Giulia’s work is important because it is the first demonstration of the energetic mechanisms that underpin density-dependence. Up until now reductions in body size in denser populations have been attributed to reduced food intake due to increased competition, but Giulia found that it was not so simple. In her study, she found that population density influences both the energy intake (food consumption) and expenditure (metabolism) of individuals. By reconstructing their energy budgets across population densities, she was able to demonstrate that smaller sizes result from the faster decline of energy intake relative to expenditure as density increases, such that scope for growth is reduced.

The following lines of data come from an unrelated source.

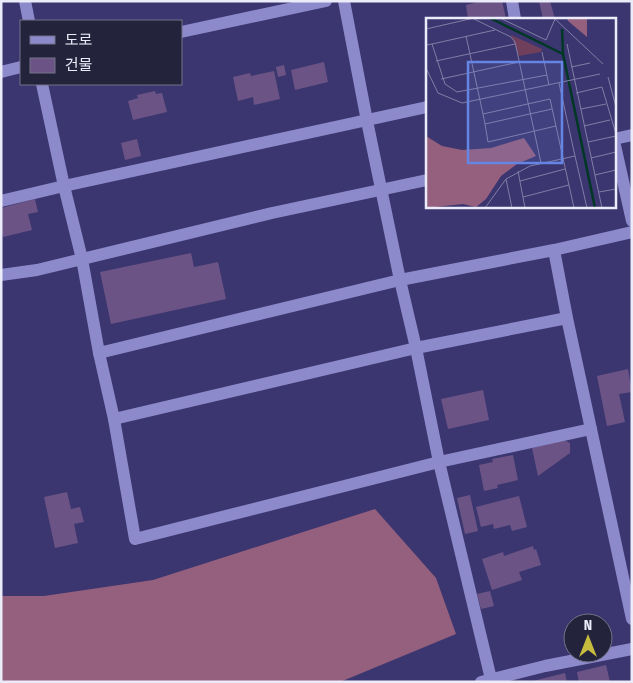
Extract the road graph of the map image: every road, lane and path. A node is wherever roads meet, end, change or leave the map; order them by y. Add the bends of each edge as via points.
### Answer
1 (25, 1) edge
2 (326, 1) edge
3 (344, 1) edge
4 (512, 1) edge
5 (515, 18) edge
6 (29, 20) edge
7 (182, 32) edge
8 (20, 67) edge
9 (1, 72) edge
10 (42, 85) edge
11 (426, 107) edge
12 (367, 121) junction
13 (632, 135) edge
14 (616, 139) edge
15 (616, 149) edge
16 (426, 180) edge
17 (64, 186) junction
18 (381, 189) junction
19 (1, 201) edge
20 (632, 221) edge
21 (632, 232) edge
22 (554, 250) junction
23 (82, 259) junction
24 (1, 275) edge
25 (400, 280) junction
26 (568, 318) junction
27 (416, 348) junction
28 (99, 353) junction
29 (114, 419) junction
30 (591, 429) junction
31 (439, 462) junction
32 (632, 619) edge
33 (632, 649) edge
34 (486, 680) edge

1 - 6 street
2 - 7 street
3 - 12 street
4 - 5 street
8 - 9 street
10 - 17 street
11 - 12 street
12 - 17 street
12 - 18 street
13 - 14 street
15 - 20 street
16 - 18 street
17 - 19 street
17 - 23 street
18 - 23 street
18 - 25 street
21 - 22 street
22 - 25 street
22 - 26 street
23 - 24 street
23 - 28 street
25 - 27 street
25 - 28 street
26 - 27 street
26 - 30 street
27 - 29 street
27 - 31 street
28 - 29 street
29 - 31 street via 136,539
30 - 31 street
30 - 32 street
31 - 34 street
33 - 34 street

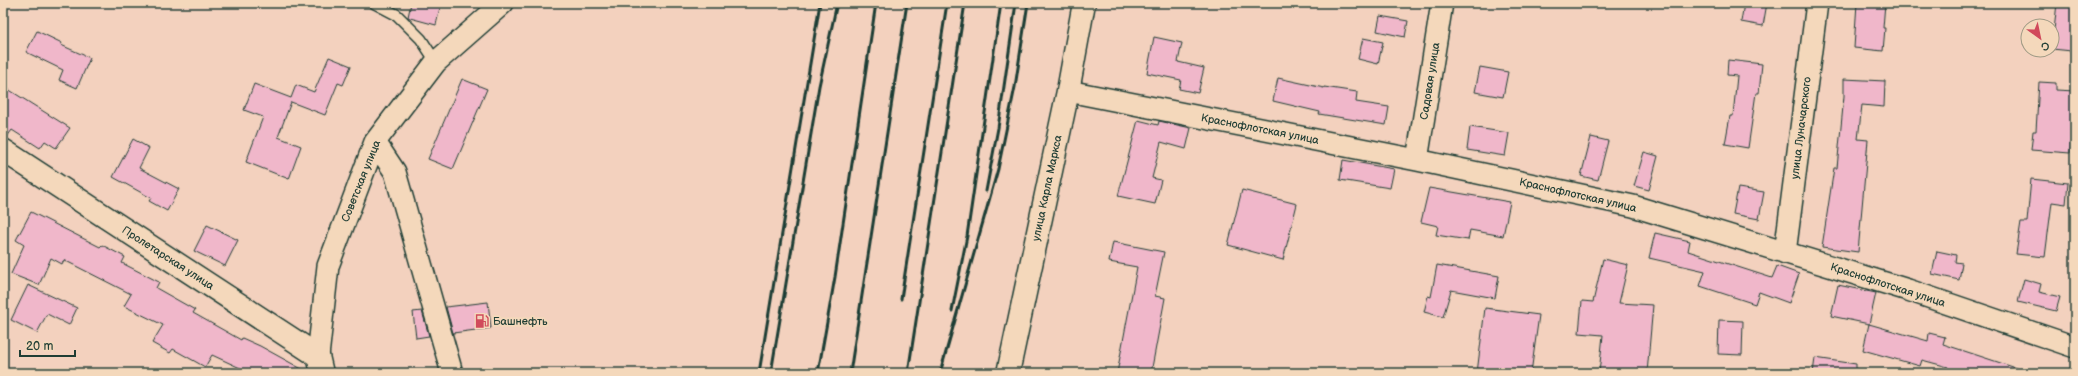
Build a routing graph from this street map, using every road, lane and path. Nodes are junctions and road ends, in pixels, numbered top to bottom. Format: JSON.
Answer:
{"nodes":[{"id":1,"x":374,"y":3,"type":"edge"},
{"id":2,"x":503,"y":3,"type":"edge"},
{"id":3,"x":1084,"y":3,"type":"edge"},
{"id":4,"x":1442,"y":3,"type":"edge"},
{"id":5,"x":1817,"y":3,"type":"edge"},
{"id":6,"x":436,"y":62,"type":"junction"},
{"id":7,"x":1068,"y":91,"type":"junction"},
{"id":8,"x":374,"y":142,"type":"junction"},
{"id":9,"x":3,"y":150,"type":"edge"},
{"id":10,"x":1417,"y":160,"type":"junction"},
{"id":11,"x":1786,"y":253,"type":"junction"},
{"id":12,"x":2075,"y":343,"type":"edge"},
{"id":13,"x":320,"y":365,"type":"edge"},
{"id":14,"x":452,"y":373,"type":"edge"},
{"id":15,"x":1008,"y":373,"type":"edge"}],
"edges":[{"from":1,"to":6,"type":"lane"},
{"from":2,"to":6,"type":"street","name":"Советская улица"},
{"from":3,"to":7,"type":"street","name":"улица Карла Маркса"},
{"from":4,"to":10,"type":"street","name":"Садовая улица"},
{"from":5,"to":11,"type":"street","name":"улица Луначарского"},
{"from":6,"to":8,"type":"street","name":"Советская улица"},
{"from":7,"to":10,"type":"street","name":"Краснофлотская улица"},
{"from":7,"to":15,"type":"street","name":"улица Карла Маркса"},
{"from":8,"to":13,"type":"street","name":"Советская улица"},
{"from":8,"to":14,"type":"street"},
{"from":9,"to":13,"type":"street","name":"Пролетарская улица"},
{"from":10,"to":11,"type":"street","name":"Краснофлотская улица"},
{"from":11,"to":12,"type":"street","name":"Краснофлотская улица"}]}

New interdisciplinary study
Martino Malerba will be starting work in collaboration with the Faculty of Engineering to measure the metabolism and energy output of individual cells simultaneously. This cross disciplinary study is funded by the faculties of Science, IT and Engineering and will bring together techniques developed in the two departments and which have never been combined before.

Martino will be using his artificially evolved large and small algal cells described in previous posts to ask the fundamental biological question how much of the total energy (metabolism) of a cell is invested into locomotion, that is, energy output? To do this Martino and Callum Atkinson from the Department of Mechanical and Aerospace Engineering will first characterize total metabolic energy of individual cells, using the high throughput phenotypic array in the Centre for Geometric Biology.

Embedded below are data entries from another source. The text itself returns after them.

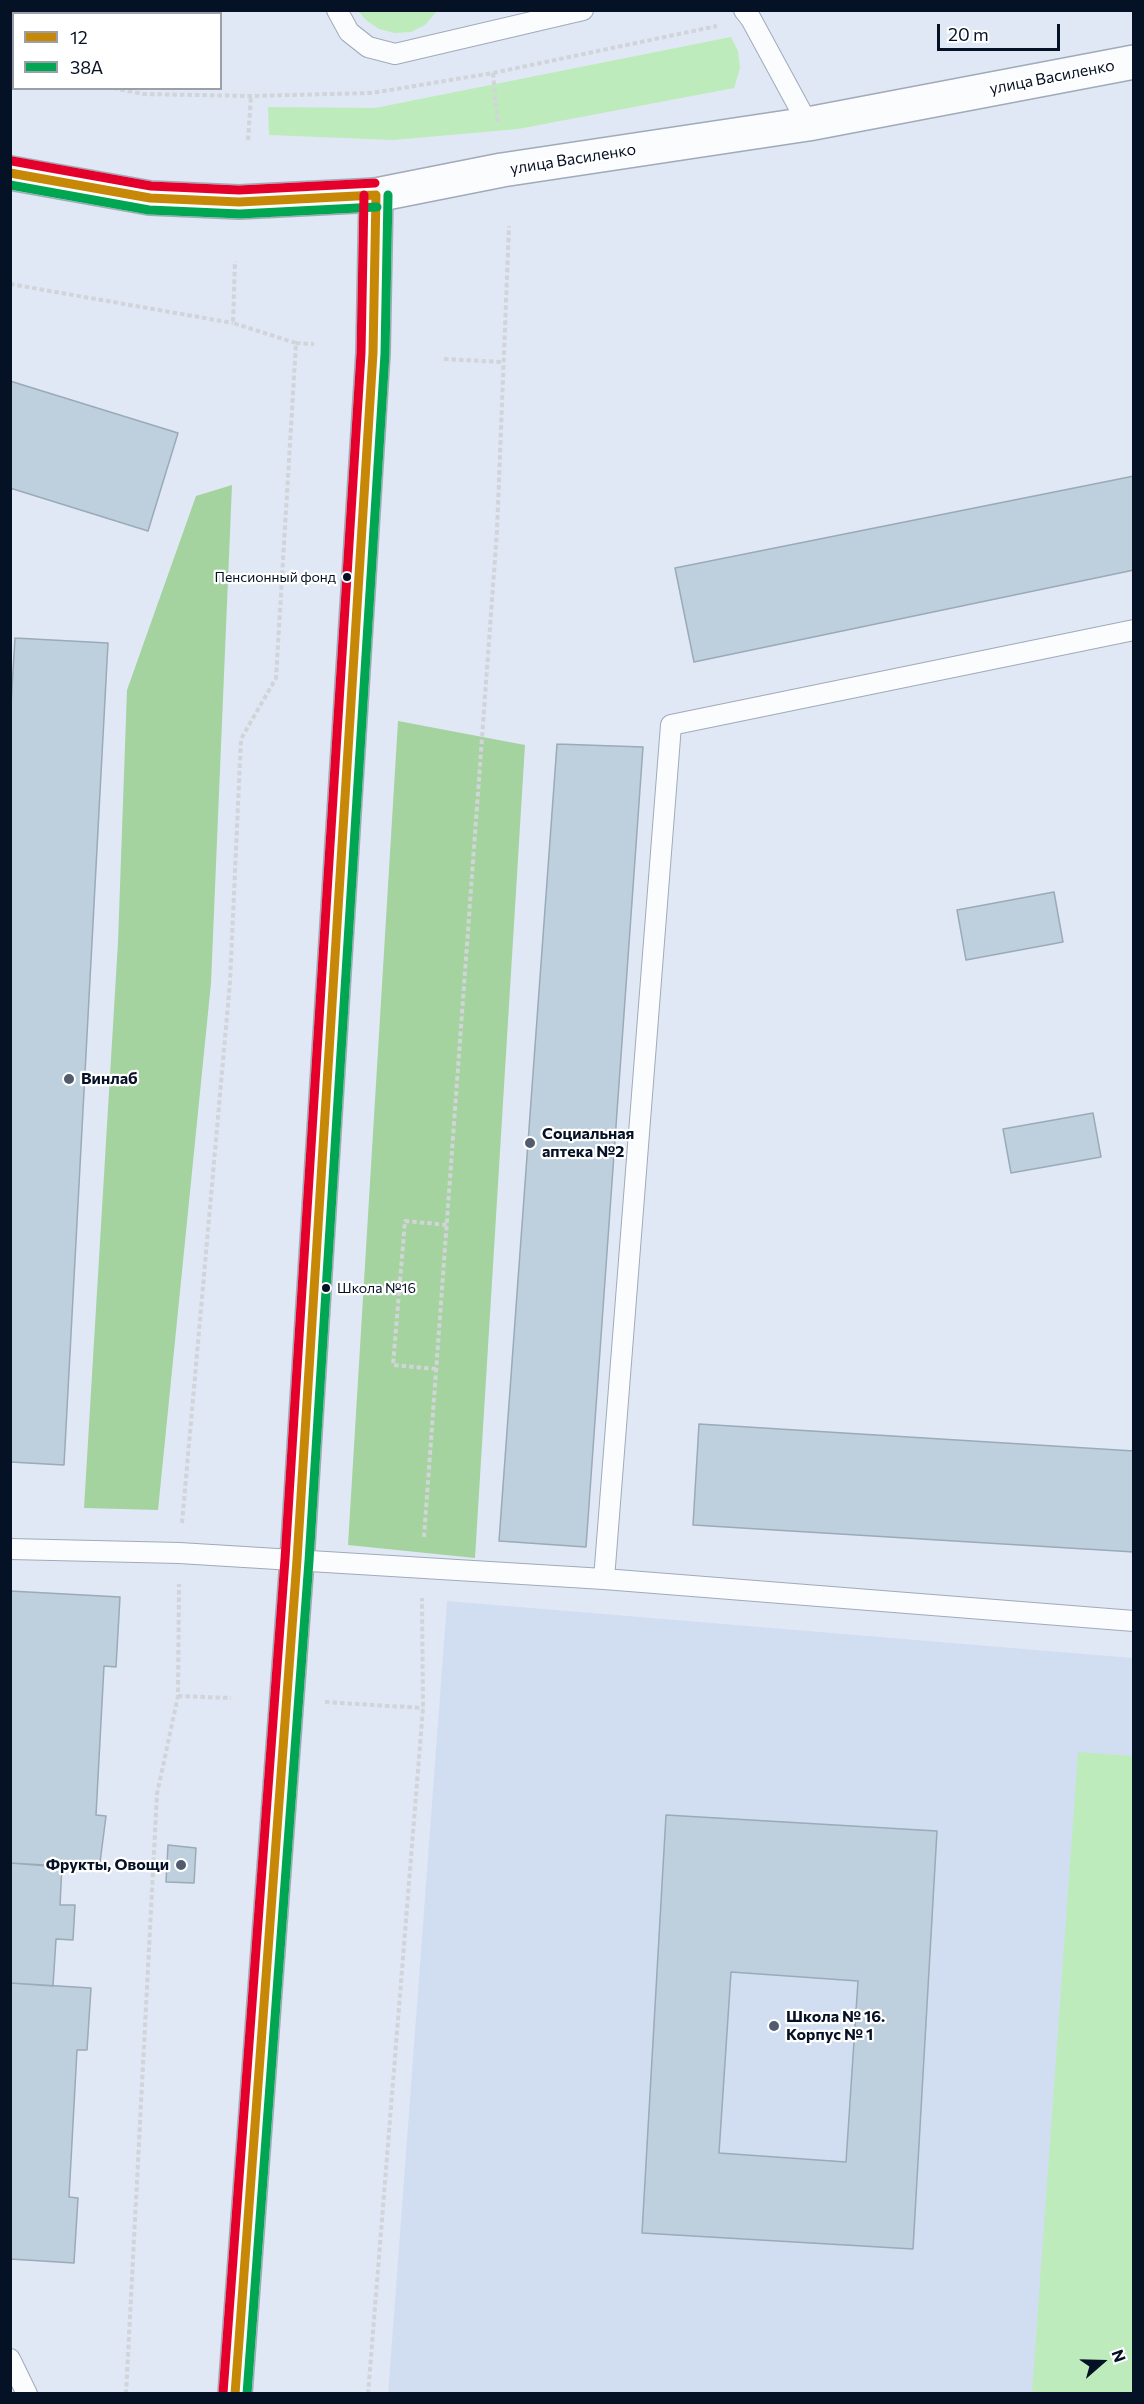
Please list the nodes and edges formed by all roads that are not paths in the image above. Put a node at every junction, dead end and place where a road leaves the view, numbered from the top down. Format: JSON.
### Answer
{"nodes":[{"id":1,"x":337,"y":10,"type":"edge"},
{"id":2,"x":583,"y":10,"type":"edge"},
{"id":3,"x":744,"y":10,"type":"edge"},
{"id":4,"x":1134,"y":62,"type":"edge"},
{"id":5,"x":808,"y":124,"type":"junction"},
{"id":6,"x":10,"y":172,"type":"edge"},
{"id":7,"x":376,"y":195,"type":"junction"},
{"id":8,"x":1134,"y":630,"type":"edge"},
{"id":9,"x":10,"y":1549,"type":"edge"},
{"id":10,"x":297,"y":1560,"type":"junction"},
{"id":11,"x":604,"y":1579,"type":"junction"},
{"id":12,"x":1134,"y":1621,"type":"edge"},
{"id":13,"x":10,"y":2359,"type":"edge"},
{"id":14,"x":27,"y":2394,"type":"edge"},
{"id":15,"x":236,"y":2394,"type":"edge"}],
"edges":[{"from":1,"to":2,"type":"lane"},
{"from":3,"to":5,"type":"lane"},
{"from":4,"to":5,"type":"main road","name":"улица Василенко"},
{"from":5,"to":7,"type":"main road","name":"улица Василенко"},
{"from":6,"to":7,"type":"main road","name":"улица Василенко"},
{"from":7,"to":10,"type":"main road"},
{"from":8,"to":11,"type":"lane"},
{"from":9,"to":10,"type":"lane"},
{"from":10,"to":11,"type":"lane"},
{"from":10,"to":15,"type":"main road"},
{"from":11,"to":12,"type":"lane"},
{"from":13,"to":14,"type":"lane"}]}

Then, for the same cells, Martino and Callum will use the techniques developed in Laboratory for Turbulence Research in Aerospace and Combustion (LTRAC) to analyse the power output associated with swimming performance of cells moving through the fluid.
Moving on
Amanda is now officially Dr Pettersen and will be moving to Sweden in a couple of months. Amanda has been awarded a Postdoctoral scholarship from the Wenner-Gren foundation to undertake research for 1–2 years on maternal affects and climactic adaptation in wall lizards (Podarcis muralis) at Lund University with Tobias Uller.

While commonly distributed throughout Mediterranean Europe, wall lizards have more recently been introduced north of their natural range to England. Despite experiencing air and soil temperatures 6–10 °C cooler than their native range, introduced populations in England have rapidly adapted to their cooler climate, exhibiting faster embryo growth and developmental rates which allows offspring to complete development before winter. Through the use of experimental approaches, Amanda hopes to identify general mechanisms by which maternal effects facilitate rapid, counter-gradient adaptation.